A five-judge bench of the country’s highest court ruled on Thursday that a 160-year old law banning sex “against the order of nature” amounted to discrimination on the basis of sexual orientation and was unconstitutional.
“Criminalising carnal intercourse under section 377 Indian penal code is irrational, indefensible and manifestly arbitrary,” said the chief justice, Dipak Misra, in his ruling, part of a series of judgments that quoted from Oscar Wilde (“The love that dare not speak its name”), Leonard Cohen (“From the ashes of the gay / democracy is coming”), William Shakespeare (“What’s in a name? That which we call a rose by any other name would smell as sweet”), and the German philosopher Johann Wolfgang von Goethe (“I am what I am, so take me as I am”).
“Social exclusion, identity seclusion and isolation from the social mainstream are still the stark realities faced by individuals today,” Misra said, “and it is only when each and every individual is liberated from the shackles of such bondage … that we can call ourselves a truly free society.”
“History owes an apology to members of the community for the delay in ensuring their rights,” stated another judge on the bench, Indu Malhotra.
The announcement of the decision drew loud cheers from a crowd gathered on a lawn outside the Supreme Court. India has one of the world’s largest populations of gay people.
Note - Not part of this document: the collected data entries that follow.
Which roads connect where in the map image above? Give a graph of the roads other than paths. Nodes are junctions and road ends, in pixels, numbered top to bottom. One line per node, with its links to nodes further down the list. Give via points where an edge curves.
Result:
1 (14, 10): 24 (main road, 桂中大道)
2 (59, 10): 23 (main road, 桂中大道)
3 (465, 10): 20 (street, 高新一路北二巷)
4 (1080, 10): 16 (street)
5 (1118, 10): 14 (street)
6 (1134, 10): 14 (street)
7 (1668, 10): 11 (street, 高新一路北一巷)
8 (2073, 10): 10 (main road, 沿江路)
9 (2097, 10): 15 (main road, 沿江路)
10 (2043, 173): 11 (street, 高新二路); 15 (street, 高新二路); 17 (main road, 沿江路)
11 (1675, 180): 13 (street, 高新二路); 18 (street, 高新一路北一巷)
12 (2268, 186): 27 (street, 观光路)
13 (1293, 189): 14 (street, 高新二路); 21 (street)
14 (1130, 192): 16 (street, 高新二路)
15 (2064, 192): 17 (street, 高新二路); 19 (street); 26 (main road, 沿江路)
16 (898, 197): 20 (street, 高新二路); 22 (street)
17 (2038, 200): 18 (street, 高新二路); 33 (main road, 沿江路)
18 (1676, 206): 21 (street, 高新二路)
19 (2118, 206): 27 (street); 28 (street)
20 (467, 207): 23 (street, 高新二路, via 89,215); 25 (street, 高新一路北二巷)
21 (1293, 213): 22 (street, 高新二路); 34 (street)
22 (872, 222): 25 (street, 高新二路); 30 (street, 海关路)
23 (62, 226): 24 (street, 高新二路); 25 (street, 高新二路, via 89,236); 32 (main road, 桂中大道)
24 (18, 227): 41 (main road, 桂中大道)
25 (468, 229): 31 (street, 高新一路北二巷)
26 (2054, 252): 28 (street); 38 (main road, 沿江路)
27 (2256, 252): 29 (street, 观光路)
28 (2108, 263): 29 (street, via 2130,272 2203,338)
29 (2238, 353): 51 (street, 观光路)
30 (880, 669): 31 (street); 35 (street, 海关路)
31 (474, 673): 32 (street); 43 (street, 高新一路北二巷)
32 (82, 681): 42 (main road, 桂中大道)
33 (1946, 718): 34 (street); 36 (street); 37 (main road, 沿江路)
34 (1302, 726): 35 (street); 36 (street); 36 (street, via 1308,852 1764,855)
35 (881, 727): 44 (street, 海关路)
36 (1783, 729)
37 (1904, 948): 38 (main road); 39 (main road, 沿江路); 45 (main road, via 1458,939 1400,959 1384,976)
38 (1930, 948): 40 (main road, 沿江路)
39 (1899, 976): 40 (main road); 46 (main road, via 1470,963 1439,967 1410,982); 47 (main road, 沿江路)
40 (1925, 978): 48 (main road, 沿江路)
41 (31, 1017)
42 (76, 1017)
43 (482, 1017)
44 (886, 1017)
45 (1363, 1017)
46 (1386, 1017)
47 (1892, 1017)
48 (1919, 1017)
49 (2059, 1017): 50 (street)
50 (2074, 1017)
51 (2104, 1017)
“Today is a historic day,” said Anand Grover, one of the lawyers who led the case, on the lawn outside the Supreme Court in central Delhi. “The future is for everybody to be included, to realise their fundamental rights of equality, privacy, dignity, etcetera. That is what the court has stated and given directions that this be made available and known to everybody.”
The decision appears to mark the end of a fraught path to legalising homosexuality in modern India. Early cases filed in 1994 and 2001 bounced back and forth for years between higher courts reluctant to rule on the issue.
In 2009, the Delhi high court quashed the cornerstone of section 377 of the Indian penal code, finding that applying its ban on “carnal intercourse against the order of nature” to consenting adults breached the rights to life, liberty and equality enshrined in the country’s constitution.
That decision was overturned four years later by the supreme court, which argued that the 1861 law that came to be associated with homosexual sex had been used so infrequently – fewer than 200 times, according to the judgment – and against such a “minuscule fraction” of the population that it could not be said to violate Indians’ constitutional rights.